▶ _Brief_:
Transcribe each entry exactly; skip the images.

Records from a dataset:

☆ ☆ ☆ ☆ ☆

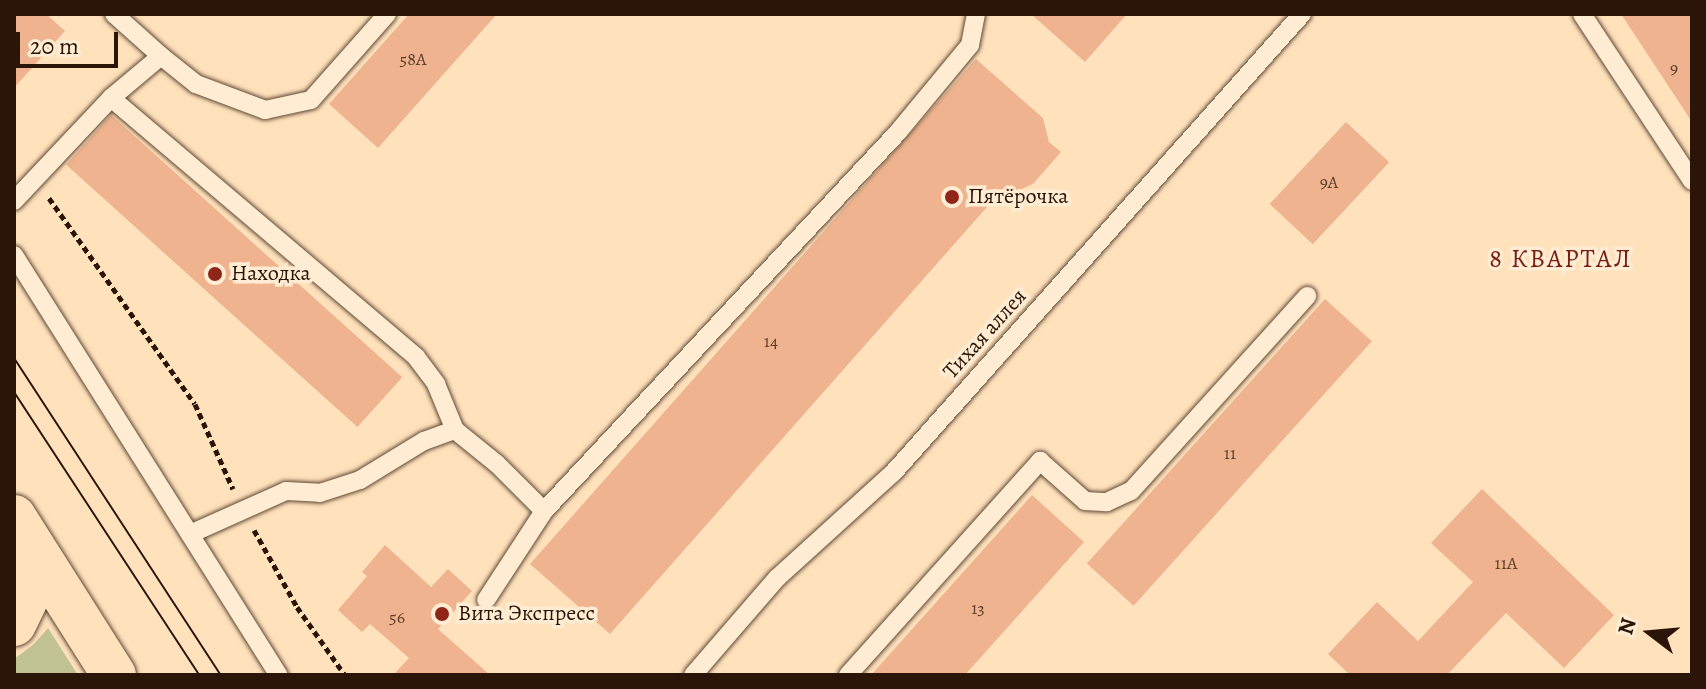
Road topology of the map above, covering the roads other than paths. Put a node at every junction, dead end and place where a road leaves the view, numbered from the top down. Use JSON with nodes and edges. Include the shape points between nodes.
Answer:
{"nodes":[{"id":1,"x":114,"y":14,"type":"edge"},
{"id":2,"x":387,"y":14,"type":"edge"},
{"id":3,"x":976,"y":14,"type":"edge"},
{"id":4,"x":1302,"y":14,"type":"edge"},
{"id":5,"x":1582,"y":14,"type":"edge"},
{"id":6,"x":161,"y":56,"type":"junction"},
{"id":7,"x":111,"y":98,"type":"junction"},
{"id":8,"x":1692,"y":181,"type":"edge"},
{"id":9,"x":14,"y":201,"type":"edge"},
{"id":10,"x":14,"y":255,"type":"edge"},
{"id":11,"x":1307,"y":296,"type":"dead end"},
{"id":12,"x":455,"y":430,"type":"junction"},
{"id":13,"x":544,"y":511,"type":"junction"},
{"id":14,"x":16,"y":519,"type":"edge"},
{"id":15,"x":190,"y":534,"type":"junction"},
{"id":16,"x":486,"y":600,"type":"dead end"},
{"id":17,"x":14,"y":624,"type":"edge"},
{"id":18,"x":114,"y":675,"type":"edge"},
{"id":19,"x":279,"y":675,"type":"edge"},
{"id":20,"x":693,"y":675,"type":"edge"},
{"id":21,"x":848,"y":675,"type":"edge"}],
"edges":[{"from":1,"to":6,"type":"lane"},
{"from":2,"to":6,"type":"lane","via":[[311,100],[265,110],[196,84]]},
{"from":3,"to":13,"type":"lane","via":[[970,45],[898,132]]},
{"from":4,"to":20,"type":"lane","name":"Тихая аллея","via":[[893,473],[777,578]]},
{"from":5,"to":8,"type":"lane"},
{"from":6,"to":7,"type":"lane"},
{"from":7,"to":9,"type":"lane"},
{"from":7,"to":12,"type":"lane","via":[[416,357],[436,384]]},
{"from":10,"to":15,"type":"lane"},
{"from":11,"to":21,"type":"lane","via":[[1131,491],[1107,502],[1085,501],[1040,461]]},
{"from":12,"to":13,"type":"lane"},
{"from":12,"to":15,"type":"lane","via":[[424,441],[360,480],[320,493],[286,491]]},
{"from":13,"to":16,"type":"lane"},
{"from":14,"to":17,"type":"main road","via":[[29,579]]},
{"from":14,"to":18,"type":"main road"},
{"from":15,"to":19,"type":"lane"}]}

☆ ☆ ☆ ☆ ☆

▶ _Response for this exercise_:
Road topology of the map above, covering the roads other than paths. Put a node at every junction, dead end and place where a road leaves the view, numbered from the top down. Use JSON with nodes and edges. Include the shape points between nodes.
Answer:
{"nodes":[{"id":1,"x":114,"y":14,"type":"edge"},
{"id":2,"x":387,"y":14,"type":"edge"},
{"id":3,"x":976,"y":14,"type":"edge"},
{"id":4,"x":1302,"y":14,"type":"edge"},
{"id":5,"x":1582,"y":14,"type":"edge"},
{"id":6,"x":161,"y":56,"type":"junction"},
{"id":7,"x":111,"y":98,"type":"junction"},
{"id":8,"x":1692,"y":181,"type":"edge"},
{"id":9,"x":14,"y":201,"type":"edge"},
{"id":10,"x":14,"y":255,"type":"edge"},
{"id":11,"x":1307,"y":296,"type":"dead end"},
{"id":12,"x":455,"y":430,"type":"junction"},
{"id":13,"x":544,"y":511,"type":"junction"},
{"id":14,"x":16,"y":519,"type":"edge"},
{"id":15,"x":190,"y":534,"type":"junction"},
{"id":16,"x":486,"y":600,"type":"dead end"},
{"id":17,"x":14,"y":624,"type":"edge"},
{"id":18,"x":114,"y":675,"type":"edge"},
{"id":19,"x":279,"y":675,"type":"edge"},
{"id":20,"x":693,"y":675,"type":"edge"},
{"id":21,"x":848,"y":675,"type":"edge"}],
"edges":[{"from":1,"to":6,"type":"lane"},
{"from":2,"to":6,"type":"lane","via":[[311,100],[265,110],[196,84]]},
{"from":3,"to":13,"type":"lane","via":[[970,45],[898,132]]},
{"from":4,"to":20,"type":"lane","name":"Тихая аллея","via":[[893,473],[777,578]]},
{"from":5,"to":8,"type":"lane"},
{"from":6,"to":7,"type":"lane"},
{"from":7,"to":9,"type":"lane"},
{"from":7,"to":12,"type":"lane","via":[[416,357],[436,384]]},
{"from":10,"to":15,"type":"lane"},
{"from":11,"to":21,"type":"lane","via":[[1131,491],[1107,502],[1085,501],[1040,461]]},
{"from":12,"to":13,"type":"lane"},
{"from":12,"to":15,"type":"lane","via":[[424,441],[360,480],[320,493],[286,491]]},
{"from":13,"to":16,"type":"lane"},
{"from":14,"to":17,"type":"main road","via":[[29,579]]},
{"from":14,"to":18,"type":"main road"},
{"from":15,"to":19,"type":"lane"}]}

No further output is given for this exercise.